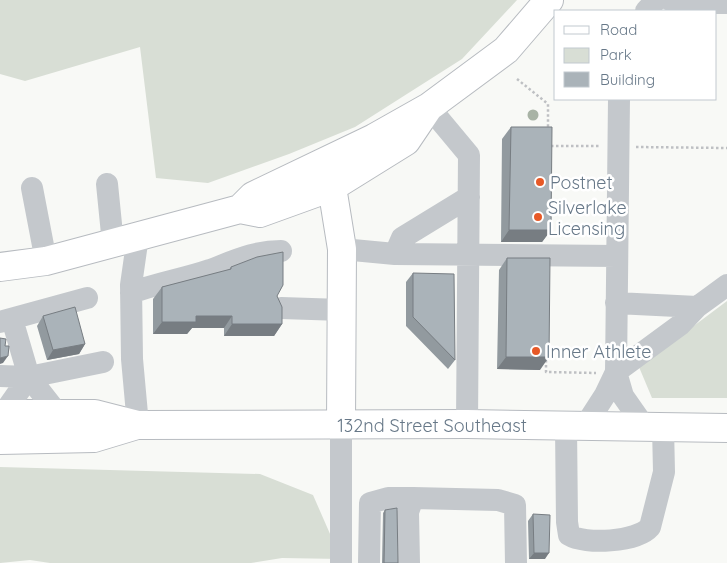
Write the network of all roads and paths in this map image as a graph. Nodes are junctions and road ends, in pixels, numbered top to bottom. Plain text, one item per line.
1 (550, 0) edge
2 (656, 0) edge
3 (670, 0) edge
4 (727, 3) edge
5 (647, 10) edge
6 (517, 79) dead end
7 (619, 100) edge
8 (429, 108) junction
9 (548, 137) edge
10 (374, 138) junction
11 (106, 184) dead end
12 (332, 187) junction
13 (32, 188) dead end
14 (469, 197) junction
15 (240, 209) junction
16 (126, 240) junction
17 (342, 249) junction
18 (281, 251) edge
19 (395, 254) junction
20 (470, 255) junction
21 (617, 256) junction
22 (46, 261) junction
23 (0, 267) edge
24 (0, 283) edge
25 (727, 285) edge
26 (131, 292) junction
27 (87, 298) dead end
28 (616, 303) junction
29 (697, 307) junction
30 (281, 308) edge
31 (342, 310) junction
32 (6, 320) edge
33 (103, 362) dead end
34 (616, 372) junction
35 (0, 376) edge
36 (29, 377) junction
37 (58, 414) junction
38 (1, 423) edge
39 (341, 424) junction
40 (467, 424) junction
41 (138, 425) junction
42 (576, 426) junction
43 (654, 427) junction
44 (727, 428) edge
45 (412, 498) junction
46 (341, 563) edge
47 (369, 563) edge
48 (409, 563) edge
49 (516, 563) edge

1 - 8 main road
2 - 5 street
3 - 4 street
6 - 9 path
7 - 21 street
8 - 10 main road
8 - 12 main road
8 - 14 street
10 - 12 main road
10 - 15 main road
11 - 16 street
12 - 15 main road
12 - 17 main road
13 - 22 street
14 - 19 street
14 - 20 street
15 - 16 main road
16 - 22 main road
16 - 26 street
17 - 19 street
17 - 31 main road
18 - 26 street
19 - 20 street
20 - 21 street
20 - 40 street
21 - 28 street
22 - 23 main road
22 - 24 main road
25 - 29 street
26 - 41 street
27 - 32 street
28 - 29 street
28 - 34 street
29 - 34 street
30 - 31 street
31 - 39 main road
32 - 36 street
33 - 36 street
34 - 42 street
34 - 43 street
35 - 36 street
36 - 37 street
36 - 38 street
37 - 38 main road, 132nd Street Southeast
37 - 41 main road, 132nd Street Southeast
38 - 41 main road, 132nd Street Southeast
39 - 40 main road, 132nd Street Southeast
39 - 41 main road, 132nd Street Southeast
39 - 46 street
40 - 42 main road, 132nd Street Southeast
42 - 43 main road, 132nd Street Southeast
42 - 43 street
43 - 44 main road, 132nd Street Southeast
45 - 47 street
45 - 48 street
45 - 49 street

+++++

DIRECTIONS FOR THIS TASK: Check each line above for the string "dead" and show the ones that have it.

RESPONSE FOR THIS EXERCISE:
6 (517, 79) dead end
11 (106, 184) dead end
13 (32, 188) dead end
27 (87, 298) dead end
33 (103, 362) dead end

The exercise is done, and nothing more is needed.